В такие дни в пригороде у заставной дороги, по которой ездят одни мужики по утрам на базар из ближней деревни на дрянных лошаденках в телегах, похожих на гроб, в которых лежат бараньи туши с перерезанным горлом, с головами, свесившимися с боков, чтобы чертить искаженной губой по ободу колеса и дразнить голодных собак и людей в рабочих слободках,- в такие дни черный встает сатана и вертит всем городом из-за заставы, как шарманщик вертит шарманку!..

* * *

Идет Зайчик по улице, кишащей, как тропа в муравейник, разбежался глазами и в черной думе наступает встречным на ноги...

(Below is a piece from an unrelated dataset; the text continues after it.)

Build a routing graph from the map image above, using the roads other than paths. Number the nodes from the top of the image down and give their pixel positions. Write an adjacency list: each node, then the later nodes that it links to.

Взбаломучена улица, люди снуют и спешат, у одних лица печальны и строги, эти тихо идут, сами у них подгибаются ноги, словно их кто по коленям хлеснул, у других... а впрочем, такие лица у всех: они сами на себя теперь не похожи.

Спешат люди - мужчины и женщины, тянут насильно за руки за собой ребятишек, чертящих башмачком о панель.

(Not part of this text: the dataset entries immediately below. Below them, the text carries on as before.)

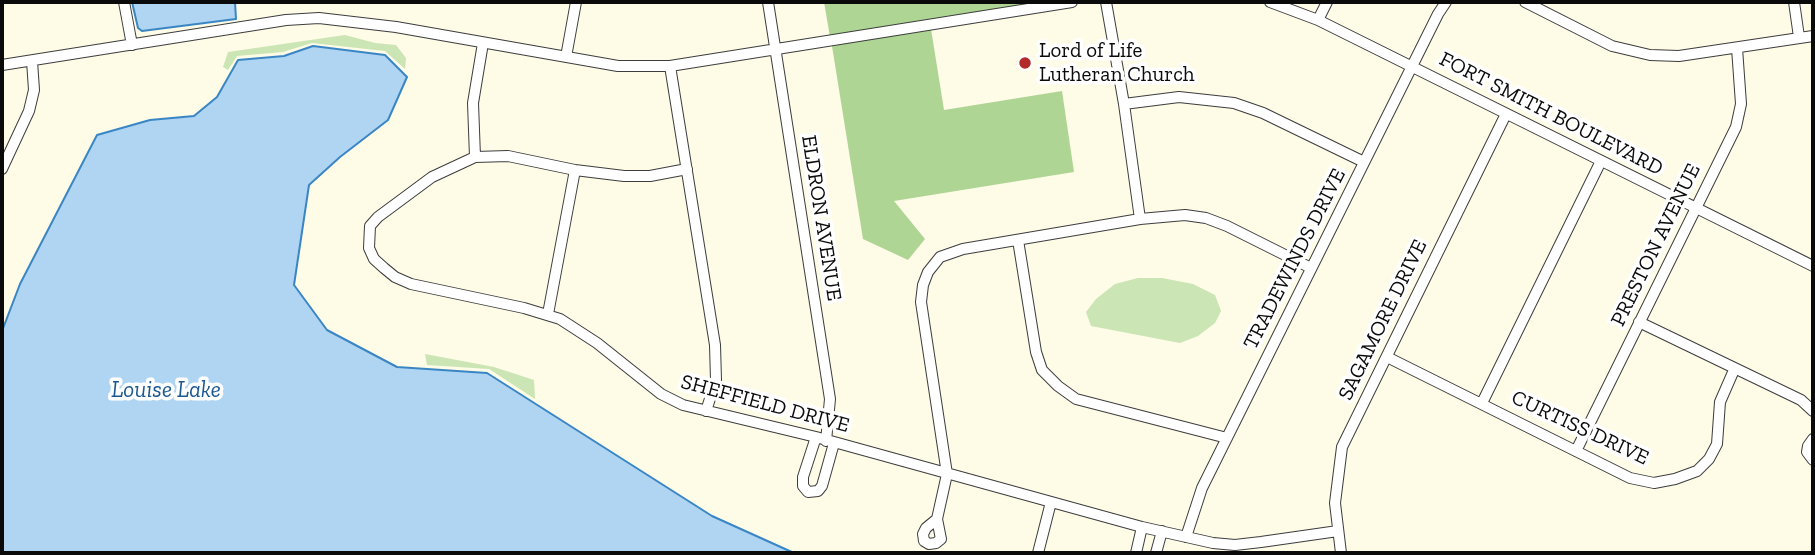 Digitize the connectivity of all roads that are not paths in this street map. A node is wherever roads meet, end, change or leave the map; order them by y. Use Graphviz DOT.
graph roads {
  1 [pos="124,2"];
  2 [pos="576,2"];
  3 [pos="768,2"];
  4 [pos="1072,2"];
  5 [pos="1107,2"];
  6 [pos="1270,2"];
  7 [pos="1326,2"];
  8 [pos="1446,2"];
  9 [pos="1525,2"];
  10 [pos="1794,2"];
  11 [pos="1304,7"];
  12 [pos="1318,20"];
  13 [pos="1813,36"];
  14 [pos="1799,37"];
  15 [pos="483,43"];
  16 [pos="132,45"];
  17 [pos="1737,48"];
  18 [pos="776,50"];
  19 [pos="566,57"];
  20 [pos="32,61"];
  21 [pos="2,65"];
  22 [pos="670,66"];
  23 [pos="1413,67"];
  24 [pos="1124,104"];
  25 [pos="1506,114"];
  26 [pos="475,157"];
  27 [pos="1601,160"];
  28 [pos="1364,162"];
  29 [pos="2,169"];
  30 [pos="687,169"];
  31 [pos="575,170"];
  32 [pos="1695,208"];
  33 [pos="1140,219"];
  34 [pos="1018,240"];
  35 [pos="1813,266"];
  36 [pos="1311,268"];
  37 [pos="548,314"];
  38 [pos="1639,322"];
  39 [pos="1387,358"];
  40 [pos="1734,370"];
  41 [pos="1482,403"];
  42 [pos="706,411"];
  43 [pos="1813,411"];
  44 [pos="1227,438"];
  45 [pos="1813,439"];
  46 [pos="825,440"];
  47 [pos="1576,451"];
  48 [pos="1813,460"];
  49 [pos="947,474"];
  50 [pos="1051,502"];
  51 [pos="937,519"];
  52 [pos="1142,527"];
  53 [pos="1163,531"];
  54 [pos="1338,531"];
  55 [pos="1186,537"];
  56 [pos="1038,553"];
  57 [pos="1136,553"];
  58 [pos="1156,553"];
  59 [pos="1341,553"];
  1 -- 16 [label="street"];
  2 -- 19 [label="street"];
  3 -- 18 [label="street, ELDRON AVENUE"];
  4 -- 18 [label="street"];
  5 -- 24 [label="street"];
  6 -- 11 [label="street, FORT SMITH BOULEVARD"];
  7 -- 12 [label="street"];
  8 -- 23 [label="street, TRADEWINDS DRIVE"];
  9 -- 17 [label="street"];
  10 -- 14 [label="street"];
  11 -- 12 [label="street, FORT SMITH BOULEVARD"];
  12 -- 23 [label="street, FORT SMITH BOULEVARD"];
  13 -- 14 [label="street"];
  14 -- 17 [label="street"];
  15 -- 16 [label="street"];
  15 -- 19 [label="street"];
  15 -- 26 [label="street"];
  16 -- 20 [label="street"];
  17 -- 32 [label="street, PRESTON AVENUE"];
  18 -- 22 [label="street"];
  18 -- 46 [label="street, ELDRON AVENUE"];
  19 -- 22 [label="street"];
  20 -- 21 [label="street"];
  20 -- 29 [label="street"];
  22 -- 30 [label="street"];
  23 -- 25 [label="street, FORT SMITH BOULEVARD"];
  23 -- 28 [label="street, TRADEWINDS DRIVE"];
  24 -- 28 [label="street"];
  24 -- 33 [label="street"];
  25 -- 27 [label="street, FORT SMITH BOULEVARD"];
  25 -- 39 [label="street, SAGAMORE DRIVE"];
  26 -- 31 [label="street, SHEFFIELD DRIVE"];
  26 -- 37 [label="street, SHEFFIELD DRIVE"];
  27 -- 32 [label="street, FORT SMITH BOULEVARD"];
  27 -- 41 [label="street"];
  28 -- 36 [label="street, TRADEWINDS DRIVE"];
  30 -- 31 [label="street, SHEFFIELD DRIVE"];
  30 -- 42 [label="street"];
  31 -- 37 [label="street"];
  32 -- 35 [label="street, FORT SMITH BOULEVARD"];
  32 -- 38 [label="street, PRESTON AVENUE"];
  33 -- 34 [label="street"];
  33 -- 36 [label="street"];
  34 -- 44 [label="street"];
  34 -- 49 [label="street"];
  36 -- 44 [label="street, TRADEWINDS DRIVE"];
  37 -- 42 [label="street, SHEFFIELD DRIVE"];
  38 -- 40 [label="street"];
  38 -- 47 [label="street, PRESTON AVENUE"];
  39 -- 41 [label="street, CURTISS DRIVE"];
  39 -- 54 [label="street, SAGAMORE DRIVE"];
  40 -- 43 [label="street"];
  40 -- 47 [label="street, CURTISS DRIVE"];
  41 -- 47 [label="street, CURTISS DRIVE"];
  42 -- 46 [label="street, SHEFFIELD DRIVE"];
  44 -- 55 [label="street, TRADEWINDS DRIVE"];
  45 -- 48 [label="street"];
  46 -- 49 [label="street, SHEFFIELD DRIVE"];
  49 -- 50 [label="street, SHEFFIELD DRIVE"];
  49 -- 51 [label="street"];
  50 -- 52 [label="street, SHEFFIELD DRIVE"];
  50 -- 56 [label="street"];
  52 -- 53 [label="street, SHEFFIELD DRIVE"];
  52 -- 57 [label="street"];
  53 -- 55 [label="street, SHEFFIELD DRIVE"];
  53 -- 58 [label="street"];
  54 -- 55 [label="street, SHEFFIELD DRIVE"];
  54 -- 59 [label="street, SAGAMORE DRIVE"];
}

Спешат молодые и старые, автомобили и лошади - все смешалось в одну набитую туго толпу...

Только изредка пройдет не спеша, щурясь в золотое пенсне иль монокль, какой-нибудь столичный щеголь, питерский франт, которого с Невского нипочем не прогонишь дубиной...

- Да... все же счастливчики есть...- сказал Зайчик вслух, рассуждая с собой, встретив румяного юношу, одетого модно, с иглы: машет он презрительно тросточкой, заложил руки в карман и идет походкой молодого ленивого льва...

- Есть... фон-бароны!..

- А вы?.. вы разве так уж несчастны?..

Зайчика кто-то тронул за руку, за ним шла, очевидно, давно уж какая-то женщина, одетая в серый английский костюм очень дорогого сукна, в густой вуалетке,- показалась она Зайчику столь же молодой, сколь и красивой...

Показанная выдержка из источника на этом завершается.